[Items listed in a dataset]
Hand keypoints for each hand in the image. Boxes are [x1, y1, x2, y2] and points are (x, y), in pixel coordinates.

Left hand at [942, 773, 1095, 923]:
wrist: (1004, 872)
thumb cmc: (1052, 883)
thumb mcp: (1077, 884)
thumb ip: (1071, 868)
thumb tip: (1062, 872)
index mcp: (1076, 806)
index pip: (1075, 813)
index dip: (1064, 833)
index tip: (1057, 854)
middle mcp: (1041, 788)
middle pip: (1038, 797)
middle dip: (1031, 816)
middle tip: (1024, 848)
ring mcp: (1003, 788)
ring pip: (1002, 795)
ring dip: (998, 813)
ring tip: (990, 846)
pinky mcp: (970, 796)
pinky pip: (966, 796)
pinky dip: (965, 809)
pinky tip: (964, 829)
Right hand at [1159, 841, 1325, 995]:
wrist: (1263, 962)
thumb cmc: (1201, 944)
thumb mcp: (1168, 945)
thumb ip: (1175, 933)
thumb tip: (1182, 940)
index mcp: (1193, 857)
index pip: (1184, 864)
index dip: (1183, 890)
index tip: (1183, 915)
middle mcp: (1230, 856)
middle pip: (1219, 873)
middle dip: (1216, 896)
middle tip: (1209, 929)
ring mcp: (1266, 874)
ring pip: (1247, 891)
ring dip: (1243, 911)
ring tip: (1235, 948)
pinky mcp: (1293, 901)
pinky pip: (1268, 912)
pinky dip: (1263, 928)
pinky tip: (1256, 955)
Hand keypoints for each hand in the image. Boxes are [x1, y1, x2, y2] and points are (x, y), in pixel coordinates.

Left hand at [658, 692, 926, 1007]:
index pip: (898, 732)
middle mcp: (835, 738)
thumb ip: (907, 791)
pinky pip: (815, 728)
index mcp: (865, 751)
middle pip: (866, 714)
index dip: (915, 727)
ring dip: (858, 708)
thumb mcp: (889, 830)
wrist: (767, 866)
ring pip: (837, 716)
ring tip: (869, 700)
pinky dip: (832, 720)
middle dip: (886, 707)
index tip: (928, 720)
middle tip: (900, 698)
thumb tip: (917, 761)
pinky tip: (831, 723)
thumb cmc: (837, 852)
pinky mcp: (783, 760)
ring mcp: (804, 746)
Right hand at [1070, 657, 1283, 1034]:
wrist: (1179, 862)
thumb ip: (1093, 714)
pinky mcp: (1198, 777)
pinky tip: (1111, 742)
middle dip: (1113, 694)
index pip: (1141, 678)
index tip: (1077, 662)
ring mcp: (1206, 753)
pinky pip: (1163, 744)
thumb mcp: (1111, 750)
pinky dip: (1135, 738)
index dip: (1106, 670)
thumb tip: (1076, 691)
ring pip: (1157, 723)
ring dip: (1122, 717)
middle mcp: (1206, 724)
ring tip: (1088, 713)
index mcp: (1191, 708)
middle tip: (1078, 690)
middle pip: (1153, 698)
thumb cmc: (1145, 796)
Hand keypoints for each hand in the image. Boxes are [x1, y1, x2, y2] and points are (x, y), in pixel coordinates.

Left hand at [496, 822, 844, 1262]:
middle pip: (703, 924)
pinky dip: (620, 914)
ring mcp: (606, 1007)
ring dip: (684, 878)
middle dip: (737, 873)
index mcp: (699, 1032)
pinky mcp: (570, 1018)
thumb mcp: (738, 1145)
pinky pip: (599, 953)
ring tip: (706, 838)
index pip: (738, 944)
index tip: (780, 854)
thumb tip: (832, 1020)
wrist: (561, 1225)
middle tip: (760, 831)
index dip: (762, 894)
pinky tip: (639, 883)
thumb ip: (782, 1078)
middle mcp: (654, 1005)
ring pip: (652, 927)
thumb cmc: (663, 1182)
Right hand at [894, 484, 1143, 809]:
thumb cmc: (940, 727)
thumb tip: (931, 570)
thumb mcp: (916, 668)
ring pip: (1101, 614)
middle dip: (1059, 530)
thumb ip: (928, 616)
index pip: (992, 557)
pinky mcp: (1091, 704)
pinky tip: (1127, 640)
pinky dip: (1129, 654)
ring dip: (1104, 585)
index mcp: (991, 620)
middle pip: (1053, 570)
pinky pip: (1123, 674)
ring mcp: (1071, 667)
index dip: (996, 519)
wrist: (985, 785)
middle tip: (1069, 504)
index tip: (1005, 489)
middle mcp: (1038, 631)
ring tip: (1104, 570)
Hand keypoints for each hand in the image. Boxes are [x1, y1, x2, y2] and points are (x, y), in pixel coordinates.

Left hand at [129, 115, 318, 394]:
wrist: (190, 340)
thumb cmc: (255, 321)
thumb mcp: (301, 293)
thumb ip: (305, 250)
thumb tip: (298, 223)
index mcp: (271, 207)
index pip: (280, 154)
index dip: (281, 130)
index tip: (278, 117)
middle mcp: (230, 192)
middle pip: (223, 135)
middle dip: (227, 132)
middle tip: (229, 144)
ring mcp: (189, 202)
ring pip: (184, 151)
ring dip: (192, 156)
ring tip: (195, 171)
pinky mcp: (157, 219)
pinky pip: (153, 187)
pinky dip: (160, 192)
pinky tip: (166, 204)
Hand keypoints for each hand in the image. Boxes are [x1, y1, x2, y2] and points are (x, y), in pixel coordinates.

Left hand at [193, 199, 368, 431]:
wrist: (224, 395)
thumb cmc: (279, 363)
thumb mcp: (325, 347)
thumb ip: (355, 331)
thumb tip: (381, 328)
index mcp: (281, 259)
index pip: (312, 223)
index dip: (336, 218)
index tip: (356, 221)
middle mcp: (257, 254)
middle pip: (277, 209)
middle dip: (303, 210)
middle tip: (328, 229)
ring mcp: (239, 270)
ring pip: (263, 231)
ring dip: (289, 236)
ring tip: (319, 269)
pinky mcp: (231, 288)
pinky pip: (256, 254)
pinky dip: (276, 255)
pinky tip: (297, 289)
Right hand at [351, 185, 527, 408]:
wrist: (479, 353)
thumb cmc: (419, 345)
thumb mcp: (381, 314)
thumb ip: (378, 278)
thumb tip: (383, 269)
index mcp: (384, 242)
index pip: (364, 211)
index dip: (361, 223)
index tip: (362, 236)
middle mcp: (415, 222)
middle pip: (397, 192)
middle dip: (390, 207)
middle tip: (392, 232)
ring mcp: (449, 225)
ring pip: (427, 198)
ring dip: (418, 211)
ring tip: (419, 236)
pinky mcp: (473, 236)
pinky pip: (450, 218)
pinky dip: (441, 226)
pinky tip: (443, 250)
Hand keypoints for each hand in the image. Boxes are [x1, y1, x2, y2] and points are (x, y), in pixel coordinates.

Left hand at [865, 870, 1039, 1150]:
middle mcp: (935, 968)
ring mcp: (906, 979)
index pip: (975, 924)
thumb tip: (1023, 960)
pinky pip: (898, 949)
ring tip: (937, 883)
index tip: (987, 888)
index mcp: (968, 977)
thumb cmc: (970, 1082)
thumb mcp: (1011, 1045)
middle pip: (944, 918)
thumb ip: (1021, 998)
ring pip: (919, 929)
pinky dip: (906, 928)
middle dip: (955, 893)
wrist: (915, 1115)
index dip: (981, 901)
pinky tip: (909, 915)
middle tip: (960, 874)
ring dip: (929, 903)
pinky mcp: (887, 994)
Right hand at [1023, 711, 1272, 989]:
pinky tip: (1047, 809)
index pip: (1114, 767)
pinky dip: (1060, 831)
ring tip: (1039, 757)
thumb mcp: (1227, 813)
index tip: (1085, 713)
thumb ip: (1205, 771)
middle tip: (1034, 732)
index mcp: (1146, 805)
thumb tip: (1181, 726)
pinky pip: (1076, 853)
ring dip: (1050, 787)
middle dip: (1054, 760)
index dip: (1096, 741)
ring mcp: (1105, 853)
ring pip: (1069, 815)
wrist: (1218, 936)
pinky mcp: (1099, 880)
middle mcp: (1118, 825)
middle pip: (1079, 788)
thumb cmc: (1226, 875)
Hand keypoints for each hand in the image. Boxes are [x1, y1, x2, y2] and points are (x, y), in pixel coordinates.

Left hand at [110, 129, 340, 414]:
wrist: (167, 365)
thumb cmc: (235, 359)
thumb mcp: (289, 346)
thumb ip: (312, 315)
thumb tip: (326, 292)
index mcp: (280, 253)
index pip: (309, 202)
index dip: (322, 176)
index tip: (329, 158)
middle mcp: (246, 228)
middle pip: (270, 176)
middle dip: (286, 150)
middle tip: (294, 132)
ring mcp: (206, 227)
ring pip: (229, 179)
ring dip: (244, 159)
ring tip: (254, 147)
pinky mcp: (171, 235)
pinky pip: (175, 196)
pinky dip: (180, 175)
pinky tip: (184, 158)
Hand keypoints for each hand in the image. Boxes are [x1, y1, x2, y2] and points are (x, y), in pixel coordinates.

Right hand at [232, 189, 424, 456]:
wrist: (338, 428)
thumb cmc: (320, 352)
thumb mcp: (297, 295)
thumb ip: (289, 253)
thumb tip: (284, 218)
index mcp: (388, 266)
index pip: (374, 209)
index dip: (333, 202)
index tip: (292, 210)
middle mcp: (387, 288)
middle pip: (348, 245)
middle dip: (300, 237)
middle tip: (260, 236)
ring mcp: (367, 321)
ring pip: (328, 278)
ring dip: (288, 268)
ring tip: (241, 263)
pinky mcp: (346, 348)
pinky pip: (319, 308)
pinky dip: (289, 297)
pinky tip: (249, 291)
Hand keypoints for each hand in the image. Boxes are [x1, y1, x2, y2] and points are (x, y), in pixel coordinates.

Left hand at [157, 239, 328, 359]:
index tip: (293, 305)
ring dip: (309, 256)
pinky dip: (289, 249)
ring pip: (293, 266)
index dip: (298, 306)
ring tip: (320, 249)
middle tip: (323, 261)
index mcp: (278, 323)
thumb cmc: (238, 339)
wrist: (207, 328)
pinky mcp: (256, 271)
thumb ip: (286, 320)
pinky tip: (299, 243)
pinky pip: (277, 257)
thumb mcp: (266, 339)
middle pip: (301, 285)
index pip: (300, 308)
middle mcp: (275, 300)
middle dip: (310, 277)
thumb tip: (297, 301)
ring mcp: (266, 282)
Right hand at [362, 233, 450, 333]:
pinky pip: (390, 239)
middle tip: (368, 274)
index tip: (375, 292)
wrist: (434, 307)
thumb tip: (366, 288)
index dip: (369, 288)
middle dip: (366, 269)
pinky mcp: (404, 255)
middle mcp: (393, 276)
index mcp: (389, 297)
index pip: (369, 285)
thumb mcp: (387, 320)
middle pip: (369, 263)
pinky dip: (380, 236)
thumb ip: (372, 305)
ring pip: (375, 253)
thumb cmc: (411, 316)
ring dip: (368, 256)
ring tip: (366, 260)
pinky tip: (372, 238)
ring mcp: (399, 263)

▶ [REQUIREMENT]: In the data above, repeat exactly each line from the first through the line that contains "thumb ip: (1071, 868)", and give nothing else.

▶ [OUTPUT OF THE TASK]:
Hand keypoints for each hand in the image. Boxes are [x1, y1, x2, y2] and points are (x, y), in pixel coordinates.

Left hand at [942, 773, 1095, 923]:
wrist: (1004, 872)
thumb cmc: (1052, 883)
thumb mcp: (1077, 884)
thumb ip: (1071, 868)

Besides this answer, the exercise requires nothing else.